Exercise brief – Beginning with the first line of the data below, set down each line exactly through the line that contains "cr.restore()".

Input data –
--- START ---

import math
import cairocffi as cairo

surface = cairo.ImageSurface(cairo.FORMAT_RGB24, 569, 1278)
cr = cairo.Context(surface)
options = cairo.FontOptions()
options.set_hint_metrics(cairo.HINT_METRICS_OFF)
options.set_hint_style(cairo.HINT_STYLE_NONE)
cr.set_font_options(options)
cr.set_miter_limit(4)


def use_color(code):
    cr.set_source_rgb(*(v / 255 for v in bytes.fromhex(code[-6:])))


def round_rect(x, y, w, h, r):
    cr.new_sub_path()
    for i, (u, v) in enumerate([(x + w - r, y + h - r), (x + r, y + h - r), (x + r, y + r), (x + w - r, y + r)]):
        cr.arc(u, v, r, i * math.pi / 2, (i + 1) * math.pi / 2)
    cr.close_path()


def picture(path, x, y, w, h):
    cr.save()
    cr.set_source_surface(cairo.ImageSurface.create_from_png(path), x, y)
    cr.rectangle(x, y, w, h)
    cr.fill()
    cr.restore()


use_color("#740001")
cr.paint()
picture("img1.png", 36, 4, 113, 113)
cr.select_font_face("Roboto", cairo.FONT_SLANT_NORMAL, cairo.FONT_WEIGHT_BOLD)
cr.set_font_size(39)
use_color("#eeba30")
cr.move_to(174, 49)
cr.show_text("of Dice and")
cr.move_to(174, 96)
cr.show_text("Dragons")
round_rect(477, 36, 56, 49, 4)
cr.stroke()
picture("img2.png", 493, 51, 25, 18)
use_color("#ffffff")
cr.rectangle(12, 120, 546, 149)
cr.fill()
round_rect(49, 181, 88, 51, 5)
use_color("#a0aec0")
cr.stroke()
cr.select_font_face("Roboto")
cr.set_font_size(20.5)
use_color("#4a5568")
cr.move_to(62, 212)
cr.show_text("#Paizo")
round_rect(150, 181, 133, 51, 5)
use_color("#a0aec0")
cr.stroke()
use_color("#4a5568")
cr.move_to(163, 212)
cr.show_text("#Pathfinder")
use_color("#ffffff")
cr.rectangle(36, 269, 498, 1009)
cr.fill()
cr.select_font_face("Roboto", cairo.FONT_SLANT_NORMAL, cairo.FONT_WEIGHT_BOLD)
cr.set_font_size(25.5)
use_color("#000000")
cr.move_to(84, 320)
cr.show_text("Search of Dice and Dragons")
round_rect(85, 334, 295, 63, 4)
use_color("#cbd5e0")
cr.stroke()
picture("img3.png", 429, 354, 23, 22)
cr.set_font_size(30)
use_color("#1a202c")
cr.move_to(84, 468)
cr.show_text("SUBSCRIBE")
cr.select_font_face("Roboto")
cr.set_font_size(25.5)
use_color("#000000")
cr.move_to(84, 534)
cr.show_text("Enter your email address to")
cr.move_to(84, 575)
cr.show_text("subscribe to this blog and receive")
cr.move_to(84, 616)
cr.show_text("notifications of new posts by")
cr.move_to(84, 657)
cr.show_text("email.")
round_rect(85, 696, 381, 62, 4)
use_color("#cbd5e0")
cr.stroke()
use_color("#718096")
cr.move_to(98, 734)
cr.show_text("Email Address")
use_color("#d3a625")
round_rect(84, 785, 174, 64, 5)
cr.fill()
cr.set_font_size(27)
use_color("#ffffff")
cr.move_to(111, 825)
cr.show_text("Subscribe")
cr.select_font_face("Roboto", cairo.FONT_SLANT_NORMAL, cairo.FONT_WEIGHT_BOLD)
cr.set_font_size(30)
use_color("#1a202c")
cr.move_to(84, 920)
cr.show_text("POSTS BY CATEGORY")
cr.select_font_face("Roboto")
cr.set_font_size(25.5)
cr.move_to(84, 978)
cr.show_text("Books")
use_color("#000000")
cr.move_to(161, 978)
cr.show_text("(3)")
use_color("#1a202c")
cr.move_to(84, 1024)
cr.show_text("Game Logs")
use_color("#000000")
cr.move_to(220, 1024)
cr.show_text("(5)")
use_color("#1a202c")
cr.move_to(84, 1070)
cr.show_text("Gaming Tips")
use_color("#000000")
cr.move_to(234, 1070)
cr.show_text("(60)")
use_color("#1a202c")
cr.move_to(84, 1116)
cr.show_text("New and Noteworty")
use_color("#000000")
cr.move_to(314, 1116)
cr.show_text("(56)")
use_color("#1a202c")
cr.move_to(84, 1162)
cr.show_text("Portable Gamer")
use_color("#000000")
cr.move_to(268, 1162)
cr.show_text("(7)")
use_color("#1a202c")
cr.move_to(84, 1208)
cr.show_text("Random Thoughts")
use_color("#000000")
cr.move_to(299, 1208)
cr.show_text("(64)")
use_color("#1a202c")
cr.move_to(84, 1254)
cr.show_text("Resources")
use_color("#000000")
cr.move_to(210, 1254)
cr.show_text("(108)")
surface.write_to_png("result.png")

--- END ---

Worked solution –
import math
import cairocffi as cairo

surface = cairo.ImageSurface(cairo.FORMAT_RGB24, 569, 1278)
cr = cairo.Context(surface)
options = cairo.FontOptions()
options.set_hint_metrics(cairo.HINT_METRICS_OFF)
options.set_hint_style(cairo.HINT_STYLE_NONE)
cr.set_font_options(options)
cr.set_miter_limit(4)


def use_color(code):
    cr.set_source_rgb(*(v / 255 for v in bytes.fromhex(code[-6:])))


def round_rect(x, y, w, h, r):
    cr.new_sub_path()
    for i, (u, v) in enumerate([(x + w - r, y + h - r), (x + r, y + h - r), (x + r, y + r), (x + w - r, y + r)]):
        cr.arc(u, v, r, i * math.pi / 2, (i + 1) * math.pi / 2)
    cr.close_path()


def picture(path, x, y, w, h):
    cr.save()
    cr.set_source_surface(cairo.ImageSurface.create_from_png(path), x, y)
    cr.rectangle(x, y, w, h)
    cr.fill()
    cr.restore()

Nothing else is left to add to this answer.